What is being asked:
Each line of the records below that contains "true" needs to be copied.

Dataset extract:
::::::::
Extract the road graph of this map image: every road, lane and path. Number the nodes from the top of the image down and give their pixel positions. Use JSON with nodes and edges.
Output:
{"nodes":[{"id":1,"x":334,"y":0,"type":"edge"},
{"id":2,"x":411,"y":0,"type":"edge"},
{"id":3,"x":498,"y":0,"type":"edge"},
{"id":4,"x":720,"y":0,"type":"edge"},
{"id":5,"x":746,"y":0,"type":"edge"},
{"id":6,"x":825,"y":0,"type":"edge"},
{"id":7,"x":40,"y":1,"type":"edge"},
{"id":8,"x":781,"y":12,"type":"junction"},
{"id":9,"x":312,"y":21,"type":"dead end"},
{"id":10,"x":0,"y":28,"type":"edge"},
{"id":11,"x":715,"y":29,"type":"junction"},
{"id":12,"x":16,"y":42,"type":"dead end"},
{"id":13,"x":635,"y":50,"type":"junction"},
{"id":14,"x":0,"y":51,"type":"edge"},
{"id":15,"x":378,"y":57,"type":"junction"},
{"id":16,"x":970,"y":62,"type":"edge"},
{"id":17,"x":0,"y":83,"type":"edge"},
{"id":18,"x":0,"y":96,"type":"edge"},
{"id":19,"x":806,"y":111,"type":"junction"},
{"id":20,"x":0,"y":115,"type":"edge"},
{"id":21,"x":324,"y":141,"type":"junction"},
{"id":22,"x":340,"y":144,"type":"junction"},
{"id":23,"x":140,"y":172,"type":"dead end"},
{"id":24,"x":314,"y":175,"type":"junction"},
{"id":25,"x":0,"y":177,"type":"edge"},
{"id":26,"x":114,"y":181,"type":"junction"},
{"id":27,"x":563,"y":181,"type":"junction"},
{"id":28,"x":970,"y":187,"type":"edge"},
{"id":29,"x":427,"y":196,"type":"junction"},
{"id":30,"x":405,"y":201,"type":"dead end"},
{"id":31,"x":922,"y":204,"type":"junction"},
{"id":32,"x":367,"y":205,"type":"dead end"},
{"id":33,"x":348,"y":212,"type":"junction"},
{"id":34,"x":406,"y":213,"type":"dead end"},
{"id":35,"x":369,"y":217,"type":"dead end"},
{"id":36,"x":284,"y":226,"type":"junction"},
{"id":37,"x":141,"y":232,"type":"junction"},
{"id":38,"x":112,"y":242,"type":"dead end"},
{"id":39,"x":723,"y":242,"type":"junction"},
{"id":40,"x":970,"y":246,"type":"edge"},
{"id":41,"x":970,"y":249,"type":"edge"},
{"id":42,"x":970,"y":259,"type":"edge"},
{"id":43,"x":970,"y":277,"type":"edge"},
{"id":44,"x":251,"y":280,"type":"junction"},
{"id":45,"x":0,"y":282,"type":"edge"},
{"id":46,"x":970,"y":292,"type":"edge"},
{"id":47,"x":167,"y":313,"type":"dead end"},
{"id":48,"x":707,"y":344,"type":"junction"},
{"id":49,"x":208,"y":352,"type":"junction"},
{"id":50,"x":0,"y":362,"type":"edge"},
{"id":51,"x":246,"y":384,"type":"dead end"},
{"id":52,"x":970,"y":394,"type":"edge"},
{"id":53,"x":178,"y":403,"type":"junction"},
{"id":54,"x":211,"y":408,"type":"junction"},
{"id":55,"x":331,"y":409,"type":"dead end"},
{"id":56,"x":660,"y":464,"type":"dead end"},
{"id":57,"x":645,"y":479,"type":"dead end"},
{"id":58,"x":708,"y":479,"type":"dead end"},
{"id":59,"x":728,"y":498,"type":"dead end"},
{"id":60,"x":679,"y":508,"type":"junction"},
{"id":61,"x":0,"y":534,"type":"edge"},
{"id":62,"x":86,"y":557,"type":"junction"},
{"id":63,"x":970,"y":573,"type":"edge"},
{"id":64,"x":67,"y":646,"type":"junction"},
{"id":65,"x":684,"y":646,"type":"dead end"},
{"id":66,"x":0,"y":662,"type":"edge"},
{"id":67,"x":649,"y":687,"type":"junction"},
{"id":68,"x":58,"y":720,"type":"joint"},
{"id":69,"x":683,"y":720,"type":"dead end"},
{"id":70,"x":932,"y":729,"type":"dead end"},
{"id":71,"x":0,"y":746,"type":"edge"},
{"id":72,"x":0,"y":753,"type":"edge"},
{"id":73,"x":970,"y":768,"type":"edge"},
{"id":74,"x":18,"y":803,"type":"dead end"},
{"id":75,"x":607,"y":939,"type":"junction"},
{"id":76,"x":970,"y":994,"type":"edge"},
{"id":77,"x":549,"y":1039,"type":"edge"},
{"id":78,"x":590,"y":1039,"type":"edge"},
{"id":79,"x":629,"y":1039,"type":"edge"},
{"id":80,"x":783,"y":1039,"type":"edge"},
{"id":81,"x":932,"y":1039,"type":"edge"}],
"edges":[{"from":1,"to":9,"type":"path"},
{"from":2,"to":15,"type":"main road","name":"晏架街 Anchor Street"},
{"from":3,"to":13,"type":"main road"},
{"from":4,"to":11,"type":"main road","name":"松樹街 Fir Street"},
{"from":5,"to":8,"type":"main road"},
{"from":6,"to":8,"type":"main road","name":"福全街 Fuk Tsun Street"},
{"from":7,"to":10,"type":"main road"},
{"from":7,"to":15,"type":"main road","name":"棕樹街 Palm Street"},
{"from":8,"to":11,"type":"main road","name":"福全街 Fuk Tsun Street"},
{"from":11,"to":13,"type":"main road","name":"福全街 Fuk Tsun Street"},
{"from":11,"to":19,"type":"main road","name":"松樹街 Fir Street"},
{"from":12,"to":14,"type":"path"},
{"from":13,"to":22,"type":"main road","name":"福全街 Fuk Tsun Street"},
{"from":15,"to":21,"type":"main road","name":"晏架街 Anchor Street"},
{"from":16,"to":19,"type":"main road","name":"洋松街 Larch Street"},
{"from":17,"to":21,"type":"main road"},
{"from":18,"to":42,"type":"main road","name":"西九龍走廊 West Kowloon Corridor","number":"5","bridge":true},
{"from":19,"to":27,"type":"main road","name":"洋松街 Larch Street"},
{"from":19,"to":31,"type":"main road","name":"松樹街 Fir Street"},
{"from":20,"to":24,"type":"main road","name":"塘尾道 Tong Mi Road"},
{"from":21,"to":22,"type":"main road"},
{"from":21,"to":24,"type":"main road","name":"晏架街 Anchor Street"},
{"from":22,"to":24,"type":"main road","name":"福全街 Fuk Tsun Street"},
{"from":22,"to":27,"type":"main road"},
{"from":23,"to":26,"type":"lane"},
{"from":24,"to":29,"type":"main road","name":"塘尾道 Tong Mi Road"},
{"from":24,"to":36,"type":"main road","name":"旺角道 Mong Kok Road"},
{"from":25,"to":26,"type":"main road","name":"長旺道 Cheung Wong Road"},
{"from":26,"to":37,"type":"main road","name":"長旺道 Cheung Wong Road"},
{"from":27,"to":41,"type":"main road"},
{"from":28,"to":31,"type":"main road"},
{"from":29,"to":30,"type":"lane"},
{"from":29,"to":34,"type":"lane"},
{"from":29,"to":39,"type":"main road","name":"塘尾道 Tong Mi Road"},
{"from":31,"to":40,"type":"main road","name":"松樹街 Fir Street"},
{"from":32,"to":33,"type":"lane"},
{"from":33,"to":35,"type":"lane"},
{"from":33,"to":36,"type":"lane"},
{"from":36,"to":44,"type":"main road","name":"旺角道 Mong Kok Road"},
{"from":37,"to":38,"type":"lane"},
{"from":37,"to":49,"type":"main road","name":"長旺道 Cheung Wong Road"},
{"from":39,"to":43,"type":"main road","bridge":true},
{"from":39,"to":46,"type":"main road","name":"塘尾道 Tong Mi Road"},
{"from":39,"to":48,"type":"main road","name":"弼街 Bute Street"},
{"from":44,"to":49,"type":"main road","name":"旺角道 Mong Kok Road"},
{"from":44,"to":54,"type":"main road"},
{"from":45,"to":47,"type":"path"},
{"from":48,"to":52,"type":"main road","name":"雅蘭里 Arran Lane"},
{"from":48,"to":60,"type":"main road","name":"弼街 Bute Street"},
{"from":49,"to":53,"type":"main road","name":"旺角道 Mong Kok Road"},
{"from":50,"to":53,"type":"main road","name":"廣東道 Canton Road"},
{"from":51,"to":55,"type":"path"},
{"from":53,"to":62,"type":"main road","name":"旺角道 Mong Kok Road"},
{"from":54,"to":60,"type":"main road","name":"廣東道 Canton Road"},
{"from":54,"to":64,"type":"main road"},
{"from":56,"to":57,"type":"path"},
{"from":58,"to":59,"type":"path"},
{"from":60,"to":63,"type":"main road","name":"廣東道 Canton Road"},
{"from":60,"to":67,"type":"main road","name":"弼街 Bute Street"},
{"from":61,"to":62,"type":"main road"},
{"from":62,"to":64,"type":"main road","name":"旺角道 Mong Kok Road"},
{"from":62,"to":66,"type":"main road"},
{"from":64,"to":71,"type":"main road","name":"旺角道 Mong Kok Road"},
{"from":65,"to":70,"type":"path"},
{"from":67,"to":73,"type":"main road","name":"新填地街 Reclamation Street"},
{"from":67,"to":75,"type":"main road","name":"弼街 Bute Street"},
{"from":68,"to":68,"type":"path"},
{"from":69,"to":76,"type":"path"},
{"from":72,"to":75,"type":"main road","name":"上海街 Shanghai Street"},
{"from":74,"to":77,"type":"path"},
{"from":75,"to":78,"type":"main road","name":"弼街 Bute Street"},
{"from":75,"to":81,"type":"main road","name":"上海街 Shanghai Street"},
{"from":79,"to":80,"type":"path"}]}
::::::::
Result below:
{"from":18,"to":42,"type":"main road","name":"西九龍走廊 West Kowloon Corridor","number":"5","bridge":true},
{"from":39,"to":43,"type":"main road","bridge":true},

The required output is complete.